What is expected: Count the lines in the data below where the string "than" occurs, please, and give the number alone.

─── Given records ───

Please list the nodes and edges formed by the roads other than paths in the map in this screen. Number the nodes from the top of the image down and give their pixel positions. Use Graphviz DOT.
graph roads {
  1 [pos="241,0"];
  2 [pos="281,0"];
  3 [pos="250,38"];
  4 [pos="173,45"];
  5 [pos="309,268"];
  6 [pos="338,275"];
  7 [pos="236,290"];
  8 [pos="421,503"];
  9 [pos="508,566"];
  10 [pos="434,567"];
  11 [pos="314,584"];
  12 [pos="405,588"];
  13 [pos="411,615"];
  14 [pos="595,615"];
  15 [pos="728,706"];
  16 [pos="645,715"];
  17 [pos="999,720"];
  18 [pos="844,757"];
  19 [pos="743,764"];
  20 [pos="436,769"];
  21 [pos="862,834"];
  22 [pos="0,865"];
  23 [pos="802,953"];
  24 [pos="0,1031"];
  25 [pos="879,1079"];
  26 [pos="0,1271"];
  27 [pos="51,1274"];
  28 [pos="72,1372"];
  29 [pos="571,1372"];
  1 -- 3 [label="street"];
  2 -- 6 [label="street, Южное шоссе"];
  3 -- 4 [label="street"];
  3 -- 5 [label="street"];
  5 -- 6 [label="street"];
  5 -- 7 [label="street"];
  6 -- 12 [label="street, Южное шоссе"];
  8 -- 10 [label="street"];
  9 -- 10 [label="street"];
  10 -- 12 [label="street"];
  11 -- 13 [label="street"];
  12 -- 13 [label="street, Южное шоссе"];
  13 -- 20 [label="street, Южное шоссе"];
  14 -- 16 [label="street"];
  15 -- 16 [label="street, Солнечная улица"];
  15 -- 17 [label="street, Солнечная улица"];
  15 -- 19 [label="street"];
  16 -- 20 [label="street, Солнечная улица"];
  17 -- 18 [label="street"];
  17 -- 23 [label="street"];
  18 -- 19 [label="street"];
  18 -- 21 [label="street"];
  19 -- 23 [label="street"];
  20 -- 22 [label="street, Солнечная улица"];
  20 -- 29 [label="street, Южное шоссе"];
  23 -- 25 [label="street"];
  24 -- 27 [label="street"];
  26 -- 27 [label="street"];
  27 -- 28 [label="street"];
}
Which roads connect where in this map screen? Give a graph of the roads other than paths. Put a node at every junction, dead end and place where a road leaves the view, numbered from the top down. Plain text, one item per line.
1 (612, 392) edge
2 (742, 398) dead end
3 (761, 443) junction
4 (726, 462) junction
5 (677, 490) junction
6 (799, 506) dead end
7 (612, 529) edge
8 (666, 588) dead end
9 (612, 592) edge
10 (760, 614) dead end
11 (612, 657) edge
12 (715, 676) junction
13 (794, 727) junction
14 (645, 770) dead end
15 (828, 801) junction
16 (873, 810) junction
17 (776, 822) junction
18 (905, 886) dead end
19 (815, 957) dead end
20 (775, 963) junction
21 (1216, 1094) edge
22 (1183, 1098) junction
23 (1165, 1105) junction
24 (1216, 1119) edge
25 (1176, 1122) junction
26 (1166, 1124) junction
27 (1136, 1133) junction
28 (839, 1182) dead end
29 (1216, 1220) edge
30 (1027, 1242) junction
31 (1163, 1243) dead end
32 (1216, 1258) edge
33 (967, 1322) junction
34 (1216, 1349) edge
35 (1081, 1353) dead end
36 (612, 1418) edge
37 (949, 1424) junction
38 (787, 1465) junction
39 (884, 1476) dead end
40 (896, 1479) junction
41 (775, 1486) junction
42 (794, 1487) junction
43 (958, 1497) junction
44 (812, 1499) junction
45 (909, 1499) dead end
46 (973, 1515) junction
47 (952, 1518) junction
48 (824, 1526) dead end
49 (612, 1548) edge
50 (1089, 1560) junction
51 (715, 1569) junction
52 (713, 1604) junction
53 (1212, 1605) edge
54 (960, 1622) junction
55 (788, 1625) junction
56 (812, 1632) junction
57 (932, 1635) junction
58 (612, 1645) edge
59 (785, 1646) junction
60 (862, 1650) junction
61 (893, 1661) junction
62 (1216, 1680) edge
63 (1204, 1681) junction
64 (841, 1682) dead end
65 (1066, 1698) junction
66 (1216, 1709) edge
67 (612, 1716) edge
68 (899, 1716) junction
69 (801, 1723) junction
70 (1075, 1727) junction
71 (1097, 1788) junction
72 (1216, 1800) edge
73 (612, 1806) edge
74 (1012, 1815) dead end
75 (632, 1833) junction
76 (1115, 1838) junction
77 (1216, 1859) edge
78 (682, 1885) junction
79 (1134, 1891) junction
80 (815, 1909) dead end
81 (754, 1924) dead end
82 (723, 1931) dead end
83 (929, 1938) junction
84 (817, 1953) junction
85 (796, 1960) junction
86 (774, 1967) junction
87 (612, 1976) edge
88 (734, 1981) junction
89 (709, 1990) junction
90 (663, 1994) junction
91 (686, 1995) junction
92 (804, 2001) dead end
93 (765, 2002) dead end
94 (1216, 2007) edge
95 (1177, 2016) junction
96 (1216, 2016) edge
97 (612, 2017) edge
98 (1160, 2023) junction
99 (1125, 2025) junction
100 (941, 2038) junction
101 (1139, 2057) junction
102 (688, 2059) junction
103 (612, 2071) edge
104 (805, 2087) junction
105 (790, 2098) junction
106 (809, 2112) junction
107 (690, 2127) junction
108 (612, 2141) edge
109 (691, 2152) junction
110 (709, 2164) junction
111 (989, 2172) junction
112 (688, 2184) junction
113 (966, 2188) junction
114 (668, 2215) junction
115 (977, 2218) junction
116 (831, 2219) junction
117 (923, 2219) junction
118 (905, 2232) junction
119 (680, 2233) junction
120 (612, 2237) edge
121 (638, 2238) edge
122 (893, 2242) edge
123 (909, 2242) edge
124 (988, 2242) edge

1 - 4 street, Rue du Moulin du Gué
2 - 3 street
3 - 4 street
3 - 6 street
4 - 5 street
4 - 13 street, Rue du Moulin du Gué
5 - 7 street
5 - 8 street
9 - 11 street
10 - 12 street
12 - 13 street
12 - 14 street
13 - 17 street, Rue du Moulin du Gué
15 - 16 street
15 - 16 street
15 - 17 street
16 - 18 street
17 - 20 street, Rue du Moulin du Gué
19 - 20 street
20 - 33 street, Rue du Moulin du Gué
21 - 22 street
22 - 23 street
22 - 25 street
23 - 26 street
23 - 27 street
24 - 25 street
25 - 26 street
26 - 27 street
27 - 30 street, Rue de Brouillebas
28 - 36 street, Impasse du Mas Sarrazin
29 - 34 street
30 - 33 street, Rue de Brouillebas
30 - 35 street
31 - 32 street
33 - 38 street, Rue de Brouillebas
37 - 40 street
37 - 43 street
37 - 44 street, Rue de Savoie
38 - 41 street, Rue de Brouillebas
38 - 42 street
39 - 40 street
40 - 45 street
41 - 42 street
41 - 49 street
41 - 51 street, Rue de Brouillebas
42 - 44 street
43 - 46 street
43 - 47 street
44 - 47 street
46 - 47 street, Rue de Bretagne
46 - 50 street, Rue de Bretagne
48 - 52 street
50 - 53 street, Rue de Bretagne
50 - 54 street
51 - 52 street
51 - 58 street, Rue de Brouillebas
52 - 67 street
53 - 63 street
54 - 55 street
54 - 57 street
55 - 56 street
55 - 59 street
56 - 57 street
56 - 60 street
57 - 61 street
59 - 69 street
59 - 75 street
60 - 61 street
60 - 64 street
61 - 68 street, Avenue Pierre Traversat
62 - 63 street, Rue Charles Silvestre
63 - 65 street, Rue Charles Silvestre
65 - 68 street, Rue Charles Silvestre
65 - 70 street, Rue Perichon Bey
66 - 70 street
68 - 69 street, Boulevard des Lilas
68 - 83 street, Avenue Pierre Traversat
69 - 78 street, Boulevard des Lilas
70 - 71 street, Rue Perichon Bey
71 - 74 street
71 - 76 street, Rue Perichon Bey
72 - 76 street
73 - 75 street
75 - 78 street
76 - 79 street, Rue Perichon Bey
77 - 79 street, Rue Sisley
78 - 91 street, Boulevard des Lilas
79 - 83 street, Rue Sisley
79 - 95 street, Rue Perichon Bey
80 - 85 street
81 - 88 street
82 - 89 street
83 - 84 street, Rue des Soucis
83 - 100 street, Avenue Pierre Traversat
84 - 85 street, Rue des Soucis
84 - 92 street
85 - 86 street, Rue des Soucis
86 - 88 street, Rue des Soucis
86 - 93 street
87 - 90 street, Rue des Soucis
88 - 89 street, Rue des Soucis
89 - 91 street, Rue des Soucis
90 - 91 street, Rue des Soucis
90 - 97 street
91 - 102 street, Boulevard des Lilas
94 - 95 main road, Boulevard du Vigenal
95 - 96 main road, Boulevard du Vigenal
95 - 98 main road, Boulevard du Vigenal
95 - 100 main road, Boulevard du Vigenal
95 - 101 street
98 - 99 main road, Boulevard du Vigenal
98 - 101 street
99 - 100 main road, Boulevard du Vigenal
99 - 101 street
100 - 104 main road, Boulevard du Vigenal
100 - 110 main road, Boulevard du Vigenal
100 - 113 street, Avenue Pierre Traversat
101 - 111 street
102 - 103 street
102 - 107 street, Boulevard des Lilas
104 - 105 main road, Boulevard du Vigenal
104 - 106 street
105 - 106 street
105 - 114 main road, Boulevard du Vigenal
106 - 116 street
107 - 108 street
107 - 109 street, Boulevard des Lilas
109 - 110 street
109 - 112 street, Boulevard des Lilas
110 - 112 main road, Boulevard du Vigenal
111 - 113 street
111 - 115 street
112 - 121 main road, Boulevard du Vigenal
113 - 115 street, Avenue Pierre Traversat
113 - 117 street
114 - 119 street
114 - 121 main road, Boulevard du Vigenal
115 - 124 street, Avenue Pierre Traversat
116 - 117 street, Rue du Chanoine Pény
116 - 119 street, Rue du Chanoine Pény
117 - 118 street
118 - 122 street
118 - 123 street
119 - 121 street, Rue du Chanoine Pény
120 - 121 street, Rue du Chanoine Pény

───

Problem solution: 2